Now, we will calculate federal and state income taxes for our simulated data set. Note that return_all_information = TRUE. This allows us to examine credit amounts like the Child Tax Credit and Earned Income Tax Credit (EITC).

family_income_taxes <- taxsim_calculate_taxes(
  .data = family_income,
  return_all_information = TRUE
)

family_income_taxes %>%
  head() %>%
  kable()
taxsimid fiitax siitax fica frate srate ficar tfica credits v10_federal_agi v11_ui_agi v12_soc_sec_agi v13_zero_bracket_amount v14_personal_exemptions v15_exemption_phaseout v16_deduction_phaseout v17_itemized_deductions v18_federal_taxable_income v19_tax_on_taxable_income v20_exemption_surtax v21_general_tax_credit v22_child_tax_credit_adjusted v23_child_tax_credit_refundable v24_child_care_credit v25_eitc v26_amt_income v27_amt_liability v28_fed_income_tax_before_credit v29_fica v30_state_household_income v31_state_rent_expense v32_state_agi v33_state_exemption_amount v34_state_std_deduction_amount v35_state_itemized_deduction v36_state_taxable_income v37_state_property_tax_credit v38_state_child_care_credit v39_state_eitc v40_state_total_credits v41_state_bracket_rate staxbc v42_self_emp_income v43_medicare_tax_unearned_income v44_medicare_tax_earned_income v45_cares_recovery_rebate
1 -6900 0 0.0 -45 0 15.3 0.00 0 0 0 0 24800 0 0 0 0 0 0 0 0 0 0 0 0 0 0 0 0.0 0.01 0 0.01 0 21500 0 0 0 0 0 0 0 0 0 0 0 6900
2 -6945 0 15.3 -45 0 15.3 7.65 0 100 0 0 24800 0 0 0 0 0 0 0 0 0 0 0 45 100 0 0 15.3 101.01 0 100.01 0 21500 0 0 0 0 0 0 0 0 0 0 0 6900
3 -6990 0 30.6 -45 0 15.3 15.30 0 200 0 0 24800 0 0 0 0 0 0 0 0 0 0 0 90 200 0 0 30.6 201.01 0 200.01 0 21500 0 0 0 0 0 0 0 0 0 0 0 6900
4 -7035 0 45.9 -45 0 15.3 22.95 0 300 0 0 24800 0 0 0 0 0 0 0 0 0 0 0 135 300 0 0 45.9 301.01 0 300.01 0 21500 0 0 0 0 0 0 0 0 0 0 0 6900
5 -7080 0 61.2 -45 0 15.3 30.60 0 400 0 0 24800 0 0 0 0 0 0 0 0 0 0 0 180 400 0 0 61.2 401.01 0 400.01 0 21500 0 0 0 0 0 0 0 0 0 0 0 6900
6 -7125 0 76.5 -45 0 15.3 38.25 0 500 0 0 24800 0 0 0 0 0 0 0 0 0 0 0 225 500 0 0 76.5 501.01 0 500.01 0 21500 0 0 0 0 0 0 0 0 0 0 0 6900

As before, let’s merge our tax data with the original input data set.

family_income <- family_income %>%
  left_join(family_income_taxes, by = 'taxsimid')

Now, let’s look at the relationship between household wages and estimated income tax liabilities.

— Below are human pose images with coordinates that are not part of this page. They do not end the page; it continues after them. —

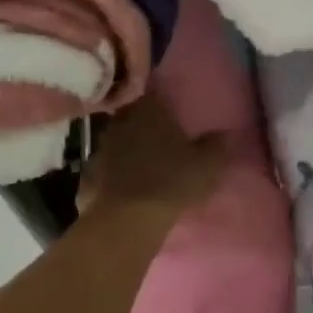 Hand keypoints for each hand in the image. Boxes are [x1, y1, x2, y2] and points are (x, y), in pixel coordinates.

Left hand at [79, 95, 227, 224]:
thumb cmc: (171, 181)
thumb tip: (225, 133)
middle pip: (134, 115)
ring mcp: (101, 148)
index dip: (163, 100)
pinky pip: (107, 170)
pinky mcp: (88, 176)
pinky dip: (116, 176)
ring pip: (119, 142)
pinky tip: (128, 188)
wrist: (125, 220)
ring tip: (147, 165)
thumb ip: (217, 145)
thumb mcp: (207, 164)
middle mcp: (120, 121)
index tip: (173, 110)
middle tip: (163, 138)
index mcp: (148, 109)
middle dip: (146, 125)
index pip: (154, 92)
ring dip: (129, 150) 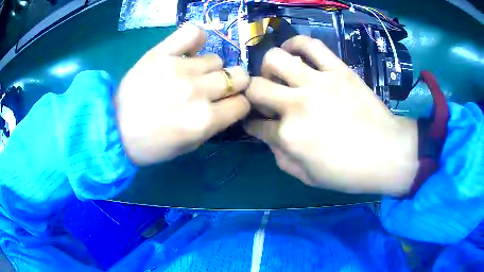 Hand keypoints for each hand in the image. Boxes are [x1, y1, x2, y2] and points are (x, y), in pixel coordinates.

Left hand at [116, 25, 249, 164]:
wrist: (113, 129)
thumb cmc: (151, 145)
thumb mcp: (189, 146)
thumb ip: (214, 125)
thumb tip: (231, 103)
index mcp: (204, 120)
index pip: (242, 103)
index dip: (237, 105)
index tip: (227, 105)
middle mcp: (197, 91)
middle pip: (238, 76)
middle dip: (232, 84)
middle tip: (215, 89)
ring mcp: (179, 69)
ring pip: (216, 59)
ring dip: (209, 69)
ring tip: (191, 74)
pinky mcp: (161, 54)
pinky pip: (193, 33)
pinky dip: (197, 39)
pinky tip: (190, 49)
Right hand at [245, 36, 418, 195]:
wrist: (388, 154)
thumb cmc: (350, 172)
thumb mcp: (308, 178)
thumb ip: (281, 158)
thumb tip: (271, 138)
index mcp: (289, 136)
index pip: (255, 125)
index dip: (253, 125)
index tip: (257, 124)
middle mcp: (297, 105)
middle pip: (256, 87)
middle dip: (253, 95)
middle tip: (267, 100)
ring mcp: (318, 83)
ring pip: (275, 58)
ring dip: (269, 67)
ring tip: (278, 74)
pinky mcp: (338, 70)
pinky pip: (311, 45)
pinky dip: (296, 43)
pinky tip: (294, 51)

family_income_long <- family_income %>%
  select(pwages, depx, fiitax, siitax) %>%
  pivot_longer(cols = c('fiitax', 'siitax'), 
               names_to = 'jurisdiction', values_to = 'taxes_paid') %>%
  mutate(
    jurisdiction = recode(jurisdiction, 'fiitax' = 'Federal Income Taxes', 'siitax' = 'NC State Income Taxes'),
    num_dependents_eitc = factor(depx, levels = as.character(0:5)),
    post_tax_wages = pwages - taxes_paid
  )
# primary_wages, taxes_paid, color = as.character(num_dependents_eitc)
taxes_line_plot <- function(.data, x_var, y_var, color_var) {
  ggplot(.data, aes({{x_var}}, {{y_var}}, color = {{color_var}})) +
    geom_line(size = 1, alpha = .8) +
    geom_hline(yintercept = 0) +
    scale_x_continuous(labels = scales::label_dollar(scale = .001, suffix = "K")) +
    scale_y_continuous(labels = scales::label_dollar(scale = .001, suffix = "K")) +
    scale_color_brewer(type = 'seq', palette = 'Set2')  +
    plt_theme()
  
}
taxes_line_plot(family_income_long, pwages, taxes_paid, num_dependents_eitc) +
  facet_wrap(vars(jurisdiction)) +
  labs(
    title = "Relationship Between Wages and Income Taxes Paid",
    subtitle = "Taxpayer is married, filing jointly, in 2020",
    x = "\nPre-Tax Household Wages",
    y = "Federal Income Taxes",
    color = 'Number of Children 18 or Younger:'
  )
#> Warning: Using `size` aesthetic for lines was deprecated in ggplot2 3.4.0.
#>  Please use `linewidth` instead.
#> This warning is displayed once every 8 hours.
#> Call `lifecycle::last_lifecycle_warnings()` to see where this warning was
#> generated.

Note that North Carolina had a flat tax of 5.25% in 2020. That’s why their taxes increase linearly.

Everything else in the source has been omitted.